Can someone please help, I am still learning the basics.

Here is my code:

#include<iostream>
#include<iomanip>
using namespace std;

int main ()
{
    float a = 1.2;
    cout<<fixed<<setprecision(1)<<a<<endl;
    
    if (a == 1.2)
        cout<<"\n a is 1.2";
    else
        cout<<"\n a is not 1.2";
    return 0;
}

Try if (a == 1.2f) instead of if (a == 1.2) That is use a constant of the type float instead of the type double. — Vlad from Moscow, Nov 02 '22 at 18:05
`1.2` is a `double`, not a `float`. When you do `a == 1.2` it converts the value held by `a` to a `double` for the comparison.

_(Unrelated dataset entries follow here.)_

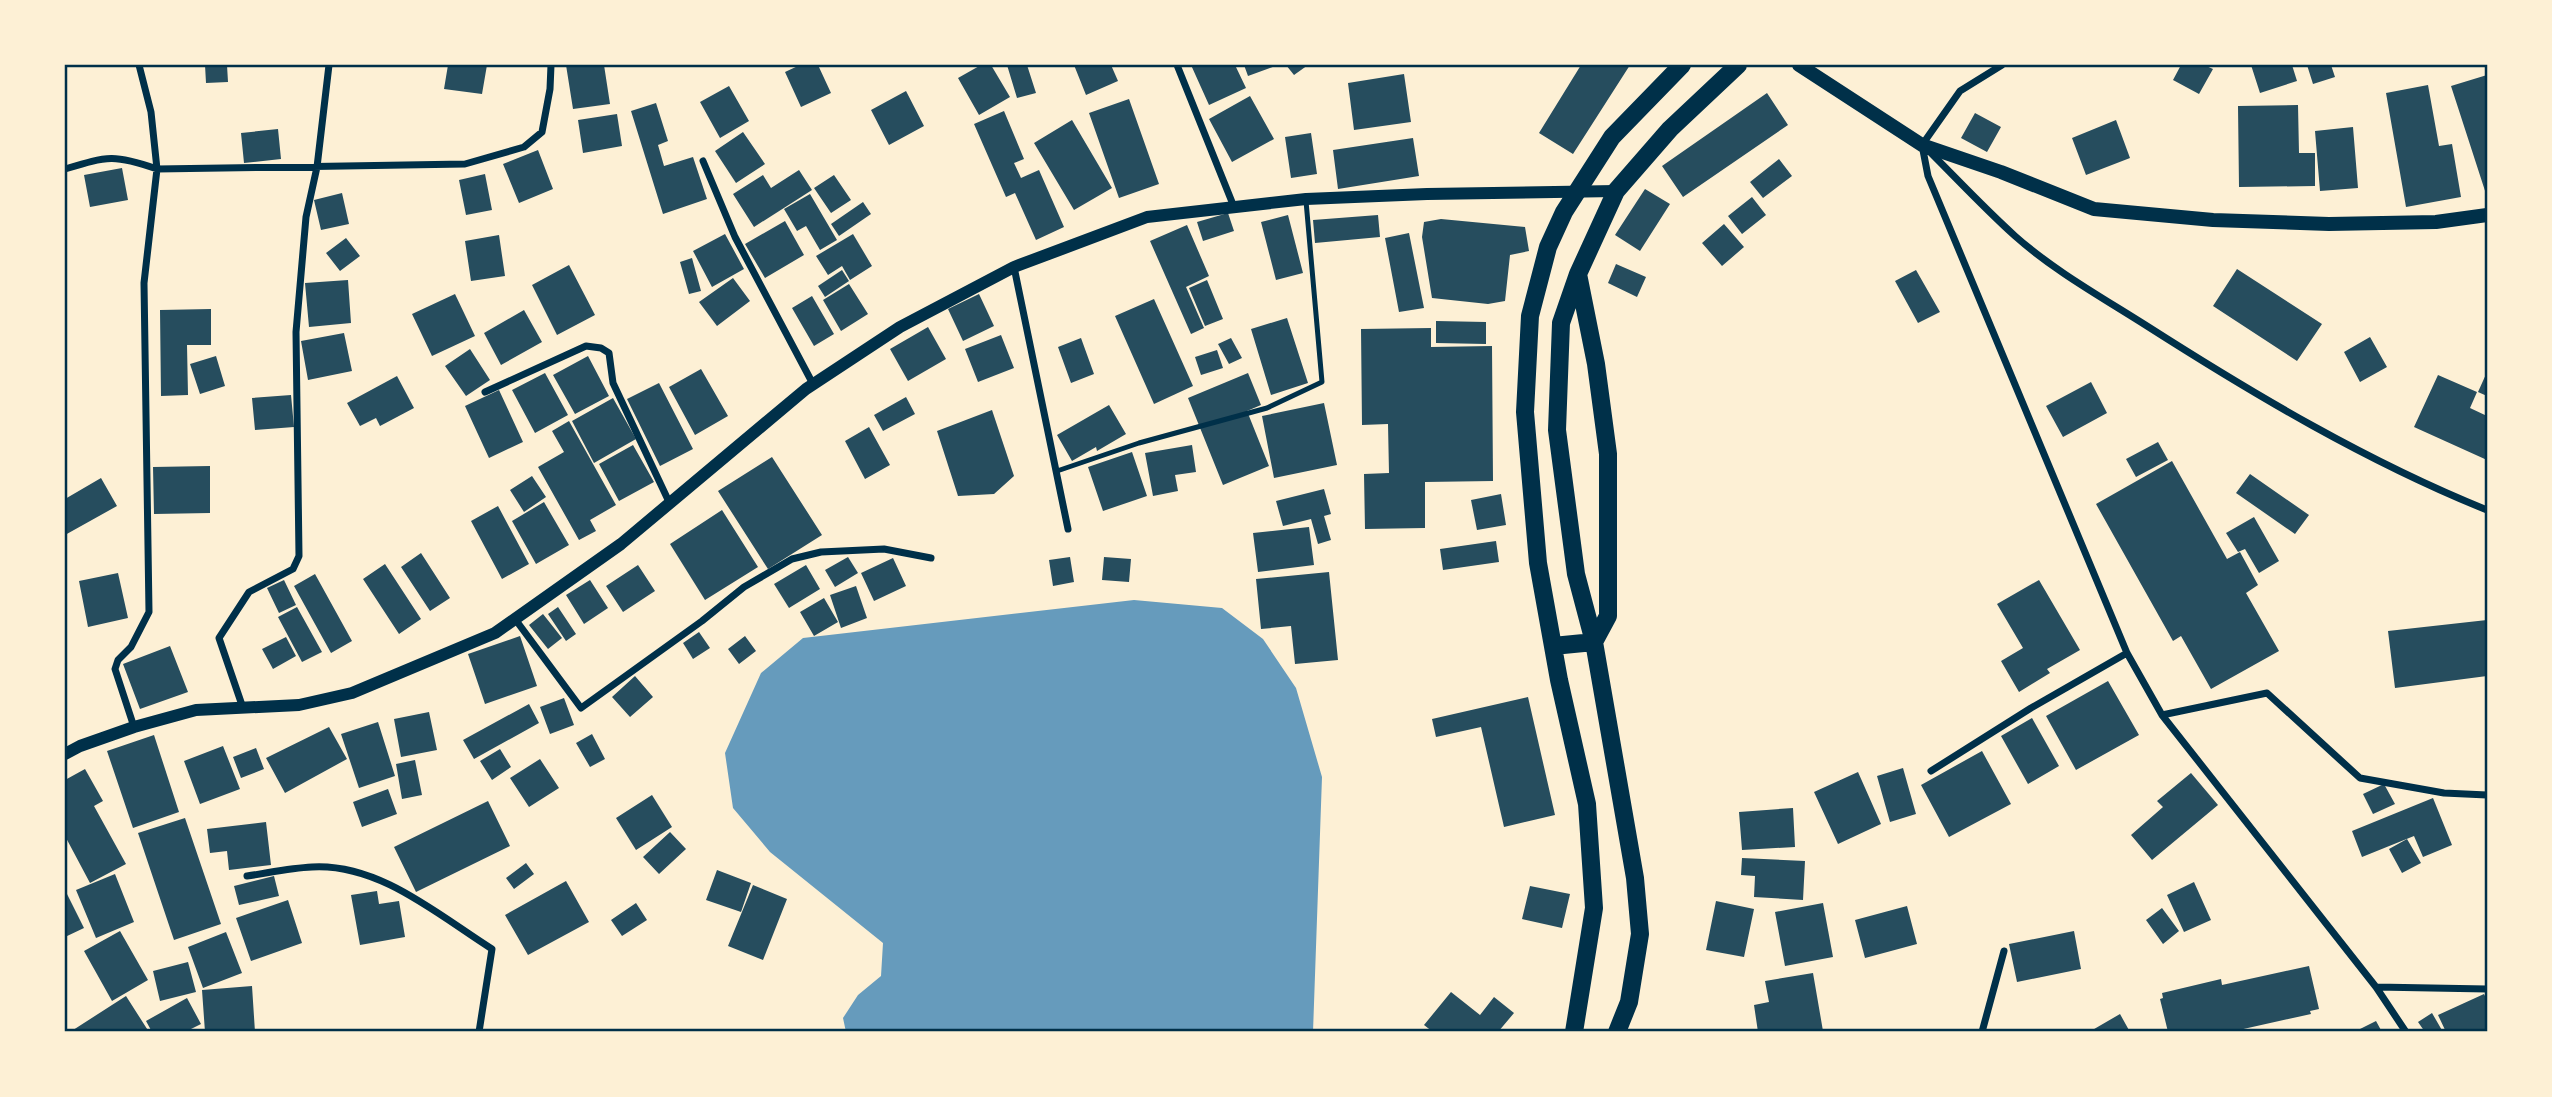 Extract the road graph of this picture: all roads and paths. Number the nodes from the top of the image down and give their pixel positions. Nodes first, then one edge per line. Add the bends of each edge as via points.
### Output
1 (139, 65) edge
2 (329, 65) edge
3 (551, 65) edge
4 (1177, 65) edge
5 (1682, 65) edge
6 (1738, 65) edge
7 (1799, 65) edge
8 (2002, 65) edge
9 (1922, 145) junction
10 (703, 162) dead end
11 (317, 167) junction
12 (65, 169) edge
13 (157, 169) junction
14 (1579, 190) junction
15 (1616, 191) junction
16 (1306, 199) junction
17 (1234, 207) junction
18 (2487, 215) edge
19 (1014, 267) junction
20 (1578, 274) junction
21 (813, 384) junction
22 (485, 392) dead end
23 (1057, 471) junction
24 (670, 503) junction
25 (2487, 510) edge
26 (1068, 529) dead end
27 (931, 558) dead end
28 (516, 619) junction
29 (1594, 642) junction
30 (1553, 646) junction
31 (2127, 653) junction
32 (243, 708) junction
33 (2162, 715) junction
34 (134, 727) junction
35 (65, 754) edge
36 (1931, 771) dead end
37 (2487, 795) edge
38 (247, 876) dead end
39 (2004, 951) dead end
40 (2376, 987) junction
41 (2487, 989) edge
42 (479, 1032) edge
43 (1574, 1032) edge
44 (1617, 1032) edge
45 (1982, 1032) edge
46 (2406, 1032) edge

1 - 13 street via 151,112
2 - 11 street
3 - 11 street via 542,132 524,147 465,164
4 - 17 street
5 - 14 main road via 1612,137
6 - 15 main road via 1670,130
7 - 9 main road
8 - 9 street via 1960,91
9 - 18 main road via 2094,209 2329,224 2435,222
9 - 25 street via 2016,237 2196,358 2427,486
9 - 31 street via 1928,176
10 - 21 street via 735,237
11 - 13 street
11 - 32 street via 306,217 296,332 299,556 293,569 249,592 219,638
12 - 13 street via 101,158 126,158
13 - 34 street via 144,283 149,612 114,668
14 - 15 street
14 - 16 street
14 - 30 main road via 1548,247 1530,316 1525,412 1538,564
15 - 20 main road
16 - 17 street
16 - 23 lane via 1322,382 1267,408
17 - 19 street via 1147,217
19 - 21 street via 900,327
19 - 23 street
20 - 29 main road via 1608,453 1608,616
20 - 29 main road via 1561,323 1557,430 1576,573
21 - 24 street
22 - 24 street via 586,346 601,348 609,353 613,383
23 - 26 street
24 - 28 street
27 - 28 street via 884,549 821,552 792,559 744,587 581,708
28 - 32 street via 495,633 352,693 299,705
29 - 30 main road
29 - 44 main road via 1635,878 1640,934 1629,1002
30 - 43 main road via 1587,804 1594,908
31 - 33 street
31 - 36 street
32 - 34 street via 196,709
33 - 37 street via 2267,693 2360,778 2444,793
33 - 40 street
34 - 35 street
38 - 42 street via 314,867 384,880 492,950
39 - 45 street
40 - 41 street
40 - 46 street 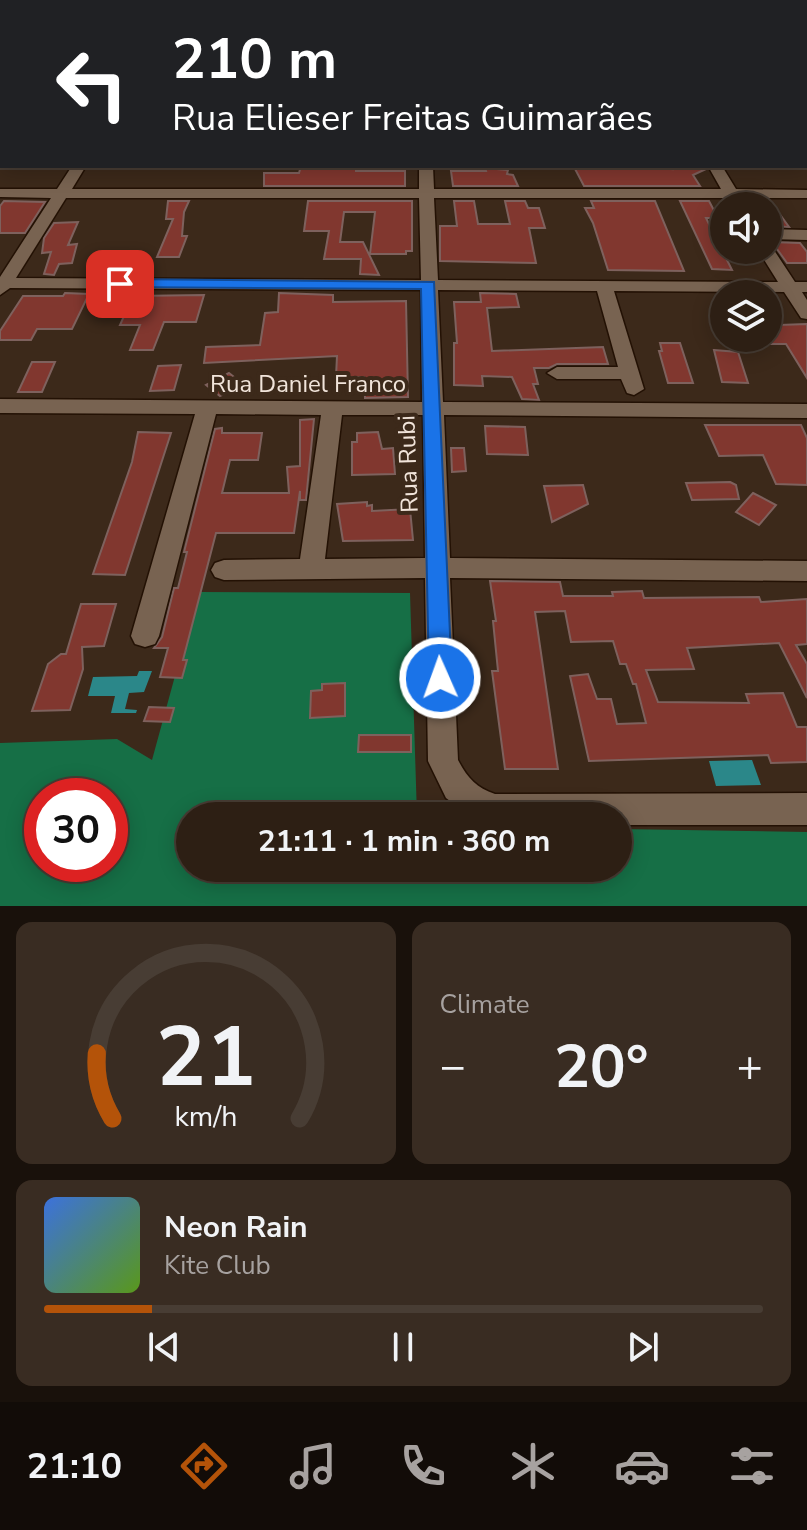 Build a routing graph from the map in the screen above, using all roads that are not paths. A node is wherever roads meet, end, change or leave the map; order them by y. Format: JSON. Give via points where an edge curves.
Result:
{"nodes":[{"id":1,"x":78,"y":168,"type":"edge"},
{"id":2,"x":426,"y":168,"type":"edge"},
{"id":3,"x":716,"y":168,"type":"edge"},
{"id":4,"x":730,"y":192,"type":"edge"},
{"id":5,"x":0,"y":193,"type":"edge"},
{"id":6,"x":63,"y":193,"type":"junction"},
{"id":7,"x":427,"y":194,"type":"junction"},
{"id":8,"x":807,"y":194,"type":"edge"},
{"id":9,"x":782,"y":196,"type":"edge"},
{"id":10,"x":710,"y":200,"type":"edge"},
{"id":11,"x":782,"y":234,"type":"edge"},
{"id":12,"x":807,"y":235,"type":"edge"},
{"id":13,"x":778,"y":264,"type":"edge"},
{"id":14,"x":2,"y":285,"type":"edge"},
{"id":15,"x":429,"y":285,"type":"junction"},
{"id":16,"x":604,"y":286,"type":"junction"},
{"id":17,"x":798,"y":286,"type":"edge"},
{"id":18,"x":807,"y":314,"type":"edge"},
{"id":19,"x":557,"y":373,"type":"dead end"},
{"id":20,"x":0,"y":406,"type":"edge"},
{"id":21,"x":207,"y":409,"type":"junction"},
{"id":22,"x":433,"y":410,"type":"junction"},
{"id":23,"x":332,"y":411,"type":"junction"},
{"id":24,"x":807,"y":411,"type":"edge"},
{"id":25,"x":437,"y":568,"type":"junction"},
{"id":26,"x":311,"y":569,"type":"junction"},
{"id":27,"x":224,"y":570,"type":"dead end"},
{"id":28,"x":807,"y":571,"type":"edge"},
{"id":29,"x":145,"y":636,"type":"dead end"},
{"id":30,"x":807,"y":809,"type":"edge"}],
"edges":[{"from":1,"to":6,"type":"street"},
{"from":2,"to":7,"type":"street","name":"Rua Rubi"},
{"from":3,"to":4,"type":"street"},
{"from":5,"to":6,"type":"street"},
{"from":6,"to":7,"type":"street"},
{"from":6,"to":14,"type":"street"},
{"from":7,"to":10,"type":"street"},
{"from":7,"to":15,"type":"street","name":"Rua Rubi"},
{"from":8,"to":9,"type":"street"},
{"from":11,"to":12,"type":"street"},
{"from":13,"to":17,"type":"street"},
{"from":14,"to":15,"type":"street"},
{"from":15,"to":16,"type":"street"},
{"from":15,"to":22,"type":"street","name":"Rua Rubi"},
{"from":16,"to":17,"type":"street"},
{"from":16,"to":19,"type":"street","via":[[632,381]]},
{"from":17,"to":18,"type":"street"},
{"from":20,"to":21,"type":"street","name":"Rua Daniel Franco"},
{"from":21,"to":23,"type":"street","name":"Rua Daniel Franco"},
{"from":21,"to":29,"type":"street"},
{"from":22,"to":23,"type":"street","name":"Rua Daniel Franco"},
{"from":22,"to":24,"type":"street","name":"Rua Daniel Franco"},
{"from":22,"to":25,"type":"street","name":"Rua Rubi"},
{"from":23,"to":26,"type":"street"},
{"from":25,"to":26,"type":"street"},
{"from":25,"to":28,"type":"street"},
{"from":25,"to":30,"type":"street","name":"Rua Rubi","via":[[443,761],[456,791],[473,804],[495,810]]},
{"from":26,"to":27,"type":"street"}]}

However a float can't store as precise a representation of `1.2` as double so the value you get when you convert back to `double` is slightly different from the original `1.2` double value. — François Andrieux, Nov 02 '22 at 18:05
Read this in its entirety https://docs.oracle.com/cd/E19957-01/806-3568/ncg_goldberg.html — possum, Nov 02 '22 at 18:07
Another good read: [Is floating point math broken?](https://stackoverflow.com/q/588004/3282436) — 0x5453, Nov 02 '22 at 18:10
Does this answer your question? [Is floating point math broken?](https://stackoverflow.com/questions/588004/is-floating-point-math-broken) — Richard Critten, Nov 02 '22 at 18:23
[Why are floating point numbers inaccurate?](https://stackoverflow.com/questions/21895756/) — Remy Lebeau, Nov 02 '22 at 19:18

score 0 · Answer 1 · answered Nov 02 '22 at 19:28

0

The it-statement is comparing a float to a double. 1.2 is a double and not a float.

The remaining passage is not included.